At that time, I was unsure on how to complete the self-appraisal form and grade my own performance; I hadn’t received any feedback on the projects or ad-hoc tasks that I had done. I had no knowledge on the quality of my work. I wondered why I had to wait until the annual appraisal process to get feedback on stuff that I couldn’t even remember. The review session seemed more like judgment rather than coaching. I wish I had gotten immediate and evidence-based feedback while working on those projects. It would have improved the outcome of the projects.
While providing feedback is crucial, it is nothing more than just information if it doesn’t prompt the employees to change their behaviours. It has to be actionable insights.
From an American survey of 750 HR executives, 58% graded their performance management system as ‘Low’, and only 30% trusted the results; the majority were simply frustrated with their systems.

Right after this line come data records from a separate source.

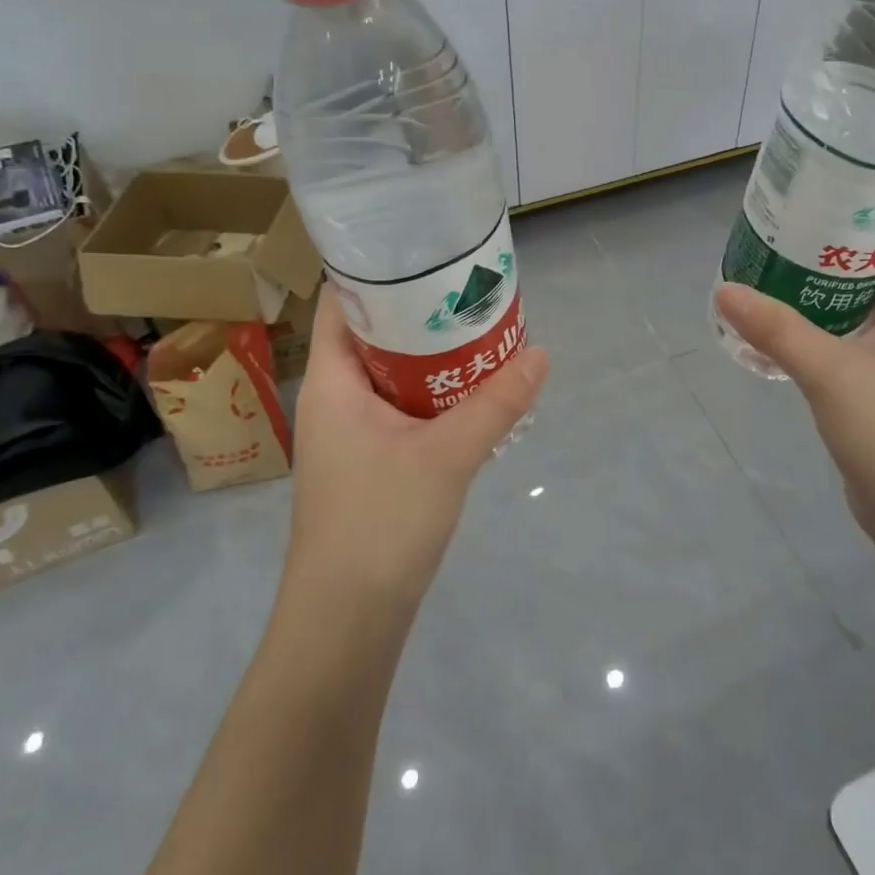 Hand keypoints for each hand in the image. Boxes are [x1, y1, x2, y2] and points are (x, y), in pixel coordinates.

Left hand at [286, 288, 547, 614]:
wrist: (346, 621)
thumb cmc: (380, 522)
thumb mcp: (447, 456)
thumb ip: (496, 403)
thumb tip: (541, 354)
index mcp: (332, 382)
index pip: (340, 303)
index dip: (375, 273)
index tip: (425, 253)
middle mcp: (333, 400)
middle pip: (371, 336)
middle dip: (418, 312)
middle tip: (469, 290)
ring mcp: (348, 436)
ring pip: (389, 376)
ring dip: (429, 356)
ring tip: (478, 332)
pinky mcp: (367, 465)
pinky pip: (399, 410)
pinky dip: (430, 394)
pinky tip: (470, 394)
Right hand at [715, 204, 874, 563]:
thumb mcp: (834, 376)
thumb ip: (778, 330)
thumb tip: (724, 289)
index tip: (842, 165)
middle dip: (845, 223)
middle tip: (793, 202)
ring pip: (866, 288)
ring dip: (828, 267)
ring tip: (779, 243)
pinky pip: (850, 323)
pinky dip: (821, 307)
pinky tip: (780, 306)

Furthermore, I have indicated supervisor bias during performance appraisal, leading to organizational inefficiencies and impacting employee morale. It is not surprising then that some companies are scrapping their annual appraisals process, and evolving towards a continuous feedback approach.
“We cannot solve our problem with the same thinking when we created them.” Albert Einstein
Based on discussions and research, I’ve outlined 3 ideas that can propel the concept of continuous performance assessment into practical reality:
1. Giving Immediate Feedback per Work Output
Create a template that captures the key requirements of each work output that is contextualised to the job function. For example, if an administrative staff’s job is to produce reports, you can create a set of attributes that is expected of the report (say, quality, correctness, clearness, timeliness, etc.), and have all stakeholders provide immediate and necessary feedback on these attributes at the point of report submission or publication.
A similar approach can be applied to leadership or partipation in a task force or project. Behaviour attributes and expected performance outcomes such as leadership, strategic thinking, ability to influence, project success, etc. can be immediately captured and assessed by all the stakeholders, and played back to the employee. In this way, the employee can make changes to improve his performance.
2. Create an Employee Relationship Management (ERM) Platform
You will need a system to capture this real-time and continuous feedback for each employee. Much like the process you would use to record customer interactions (e.g. CRM platform). Recording feedback in a centralized and easily-accessible platform is critical otherwise, we run the risk of falling back into the old ritual of annual appraisal.
You may argue that this seems cumbersome for the managers and stakeholders, but the benefits far outweigh the effort since both supervisor and subordinate know where they stand and the process is less affected to recall bias.
Like the CRM systems, we should be using technology to organize, automate, and synchronized feedback based on job attributes and outputs.
3. Make it Fun
Game design could be applied to enhance the effectiveness of continuous performance assessment and make it fun. Employees and supervisor could be set up as ‘players’. They could compete on assessment scores and various attributes to collect points, give awards, receive warnings, gain additional power or ‘lives’. They could compete individually or even in teams, whereby project teamwork could translate into game bonuses. All this can take place in real-time and create a powerful incentive to change behaviour.
The ‘game’ results can then be used as a basis for reasoning, discussion, coaching and development about performance improvement.
Most importantly, the main purpose of gamification is provide a positive effect to improve performance, and employee engagement, wherein we reward the staff for their competencies by motivating rather than demoralizing them.
I would love to hear your feedback and get your thoughts on possible new practices that would significantly improve the practice of performance management, so that it drives business success.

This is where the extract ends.